- TASK DATA:

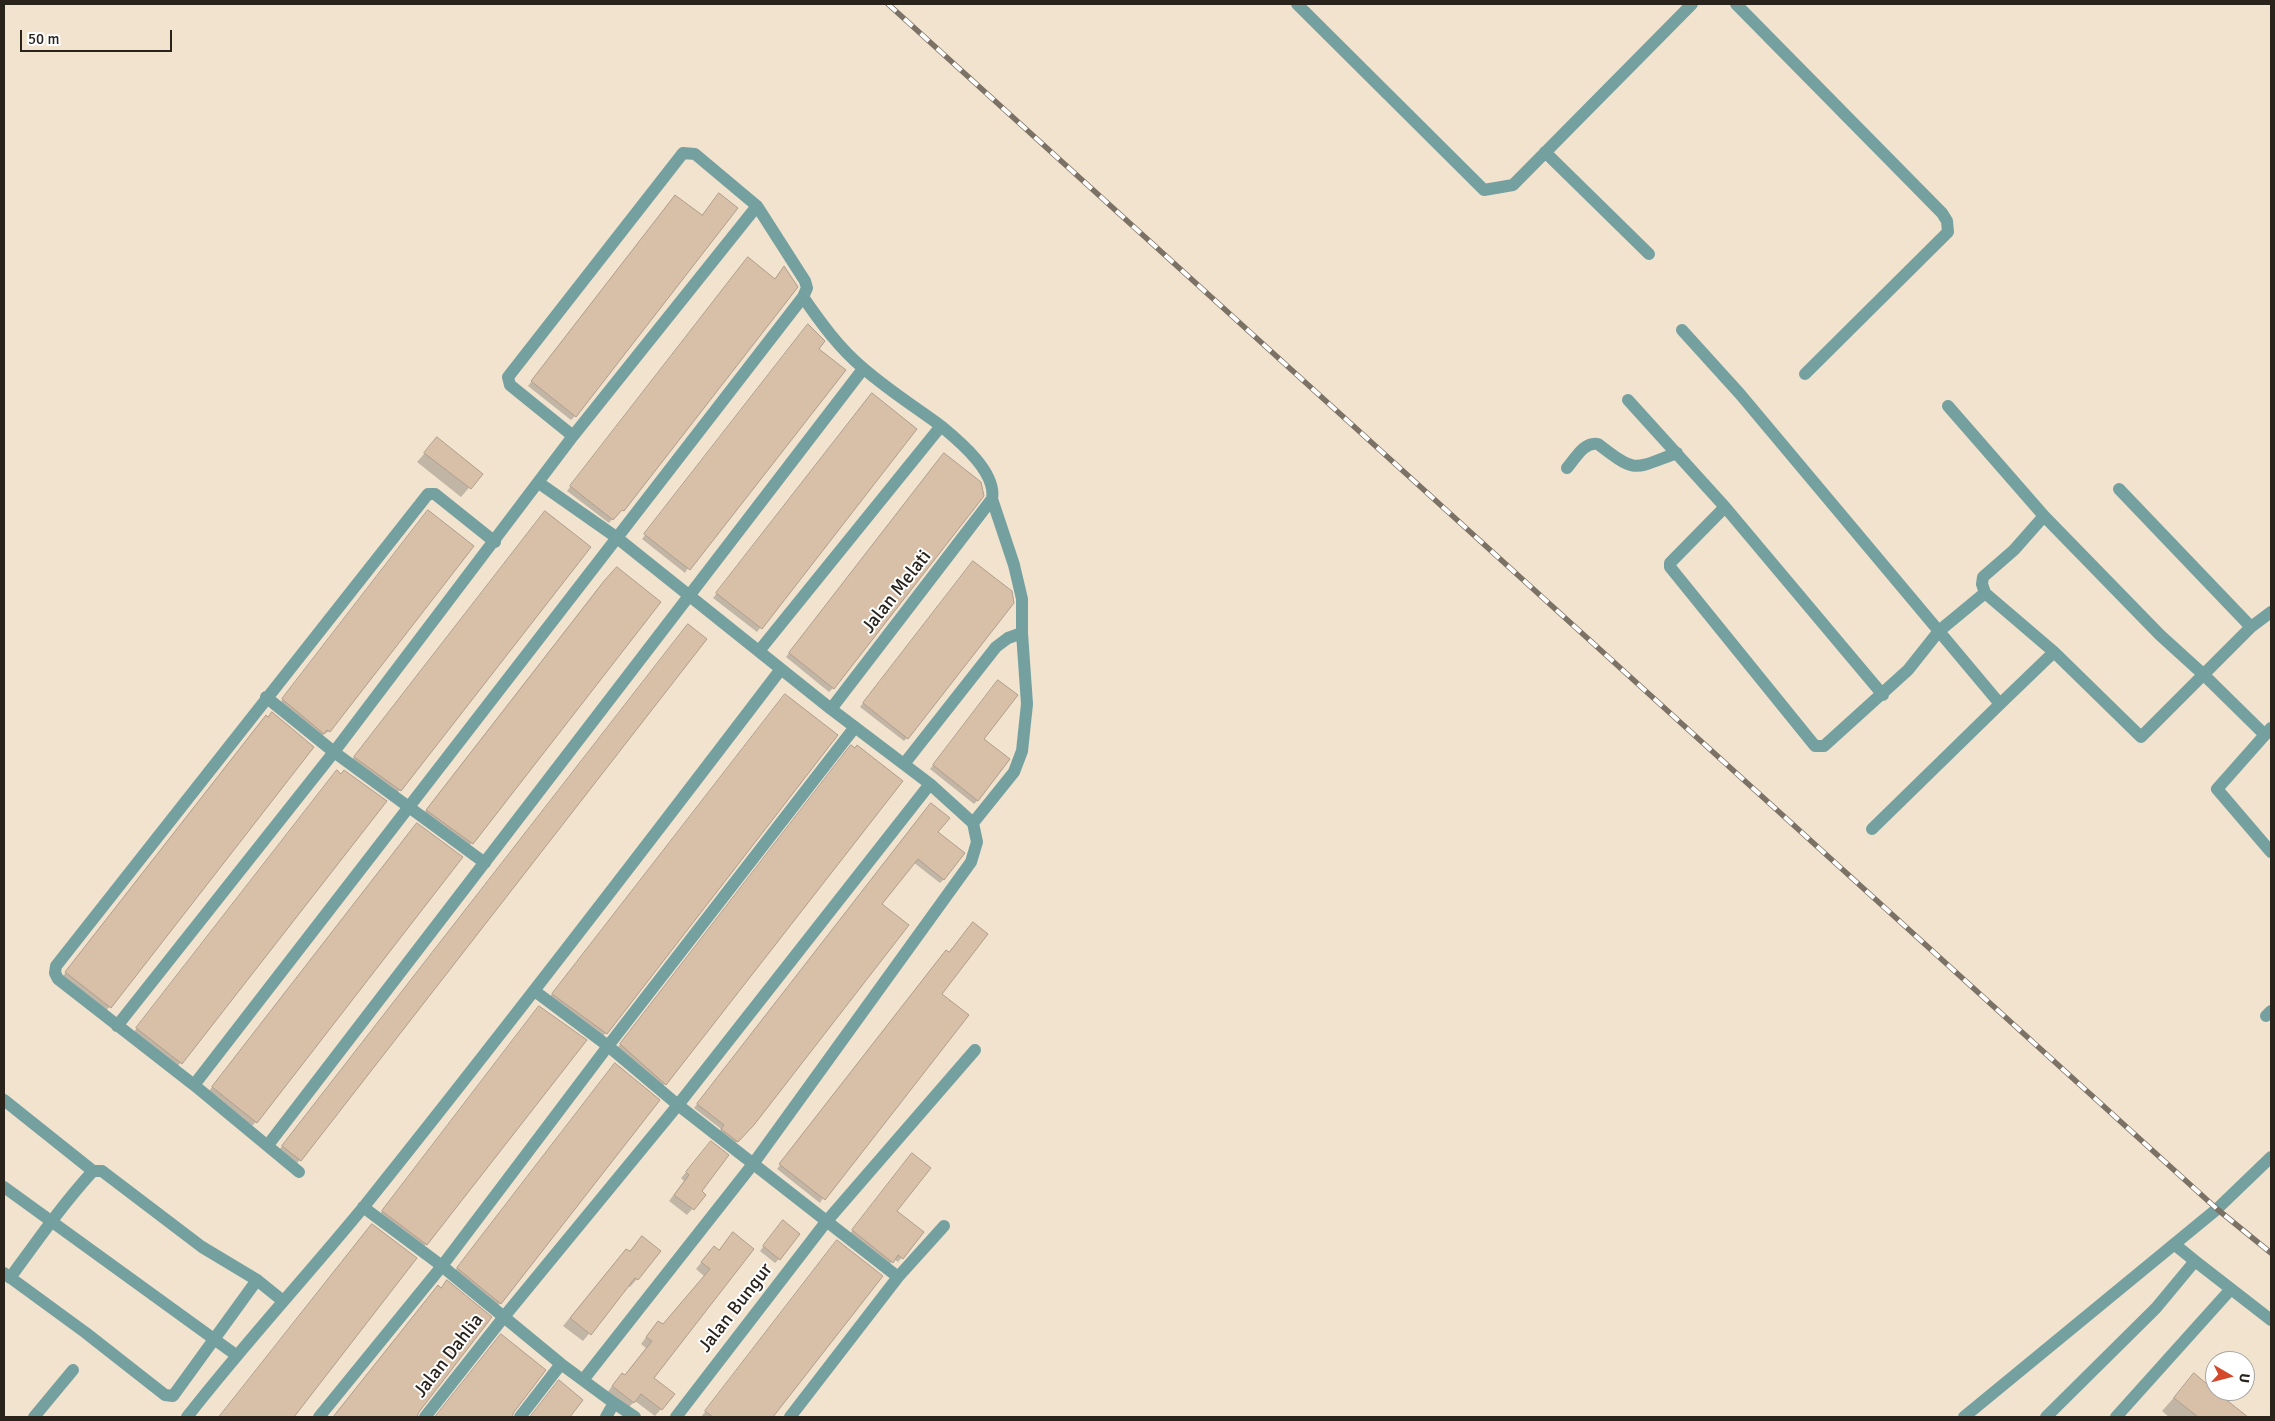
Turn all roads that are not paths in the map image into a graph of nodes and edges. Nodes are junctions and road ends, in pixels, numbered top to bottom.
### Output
1 (1297, 4) edge
2 (1692, 4) edge
3 (1736, 4) edge
4 (1545, 152) junction
5 (757, 206) junction
6 (1649, 254) dead end
7 (803, 297) junction
8 (1682, 330) dead end
9 (864, 369) junction
10 (1805, 374) dead end
11 (1628, 400) dead end
12 (1948, 406) dead end
13 (941, 426) junction
14 (573, 436) junction
15 (1677, 453) junction
16 (1567, 468) dead end
17 (539, 483) junction
18 (2119, 489) dead end
19 (992, 499) junction
20 (1725, 508) junction
21 (2044, 516) junction
22 (616, 537) junction
23 (495, 542) junction
24 (1985, 593) junction
25 (688, 595) junction
26 (2271, 612) edge
27 (2251, 627) junction
28 (1939, 630) junction
29 (1022, 633) junction
30 (759, 651) junction
31 (2054, 652) junction
32 (781, 669) junction
33 (2204, 675) junction
34 (1883, 695) junction
35 (266, 697) junction
36 (2000, 704) junction
37 (831, 709) junction
38 (855, 727) junction
39 (2268, 732) edge
40 (334, 752) junction
41 (904, 764) junction
42 (930, 784) junction
43 (410, 807) junction
44 (972, 823) junction
45 (1872, 829) dead end
46 (2271, 852) edge
47 (485, 863) junction
48 (536, 992) junction
49 (117, 1026) junction
50 (608, 1046) junction
51 (974, 1050) dead end
52 (194, 1084) junction
53 (4, 1100) edge
54 (678, 1105) junction
55 (268, 1145) junction
56 (2271, 1157) edge
57 (754, 1164) junction
58 (93, 1171) junction
59 (299, 1172) dead end
60 (4, 1187) edge
61 (363, 1207) junction
62 (51, 1220) junction
63 (826, 1222) junction
64 (944, 1226) dead end
65 (2174, 1244) junction
66 (2195, 1261) junction
67 (442, 1266) junction
68 (7, 1275) edge
69 (898, 1277) junction
70 (257, 1280) junction
71 (2231, 1289) junction
72 (283, 1301) junction
73 (503, 1318) junction
74 (2271, 1320) edge
75 (212, 1339) junction
76 (236, 1355) junction
77 (561, 1364) junction
78 (73, 1370) dead end
79 (583, 1380) junction
80 (614, 1403) junction
81 (34, 1417) edge
82 (187, 1417) edge
83 (319, 1417) edge
84 (425, 1417) edge
85 (520, 1417) edge
86 (606, 1417) edge
87 (635, 1417) edge
88 (676, 1417) edge
89 (790, 1417) edge
90 (1964, 1417) edge
91 (2046, 1417) edge
92 (2116, 1417) edge

1 - 4 street
2 - 4 street
3 - 10 street
4 - 6 street
5 - 7 street
5 - 14 street
5 - 14 street
7 - 9 street
7 - 22 street
8 - 28 street
9 - 13 street
9 - 25 street
11 - 15 street
12 - 21 street
13 - 19 street
13 - 30 street
14 - 17 street
15 - 16 street
15 - 20 street
17 - 22 street
17 - 23 street
18 - 27 street
19 - 29 street
19 - 37 street, Jalan Melati
20 - 34 street
20 - 34 street
21 - 24 street
21 - 33 street
22 - 25 street
22 - 43 street
23 - 35 street
23 - 40 street
24 - 28 street
24 - 31 street
25 - 30 street
25 - 47 street
26 - 27 street
27 - 33 street
28 - 34 street
28 - 36 street
29 - 41 street
29 - 44 street
30 - 32 street
31 - 33 street
31 - 36 street
32 - 37 street
32 - 48 street
33 - 39 street
35 - 40 street
35 - 49 street
36 - 45 street
37 - 38 street
38 - 41 street
38 - 50 street
39 - 46 street
40 - 43 street
40 - 49 street
41 - 42 street
42 - 44 street
42 - 54 street, Jalan Dahlia
43 - 47 street
43 - 52 street
44 - 57 street
47 - 55 street
48 - 50 street
48 - 61 street
49 - 52 street
50 - 54 street
50 - 67 street
51 - 63 street, Jalan Bungur
52 - 55 street
53 - 58 street
54 - 57 street
54 - 73 street, Jalan Dahlia
55 - 59 street
56 - 65 street
57 - 63 street
57 - 79 street
58 - 62 street
58 - 70 street
60 - 62 street
61 - 67 street
61 - 72 street
62 - 68 street
62 - 75 street
63 - 69 street
63 - 88 street, Jalan Bungur
64 - 69 street
65 - 66 street
65 - 90 street
66 - 71 street
66 - 91 street
67 - 73 street
67 - 83 street
68 - 75 street
69 - 89 street
70 - 72 street
70 - 75 street
71 - 74 street
71 - 92 street
72 - 76 street
73 - 77 street
73 - 84 street, Jalan Dahlia
75 - 76 street
76 - 82 street
77 - 79 street
77 - 85 street
78 - 81 street
79 - 80 street
80 - 86 street
80 - 87 street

- AIM OF THE TASK:
The lines to report are those in the material above that contain the word "Jalan"; copy every one of them.

- THE COMPLETED TASK:
19 - 37 street, Jalan Melati
42 - 54 street, Jalan Dahlia
51 - 63 street, Jalan Bungur
54 - 73 street, Jalan Dahlia
63 - 88 street, Jalan Bungur
73 - 84 street, Jalan Dahlia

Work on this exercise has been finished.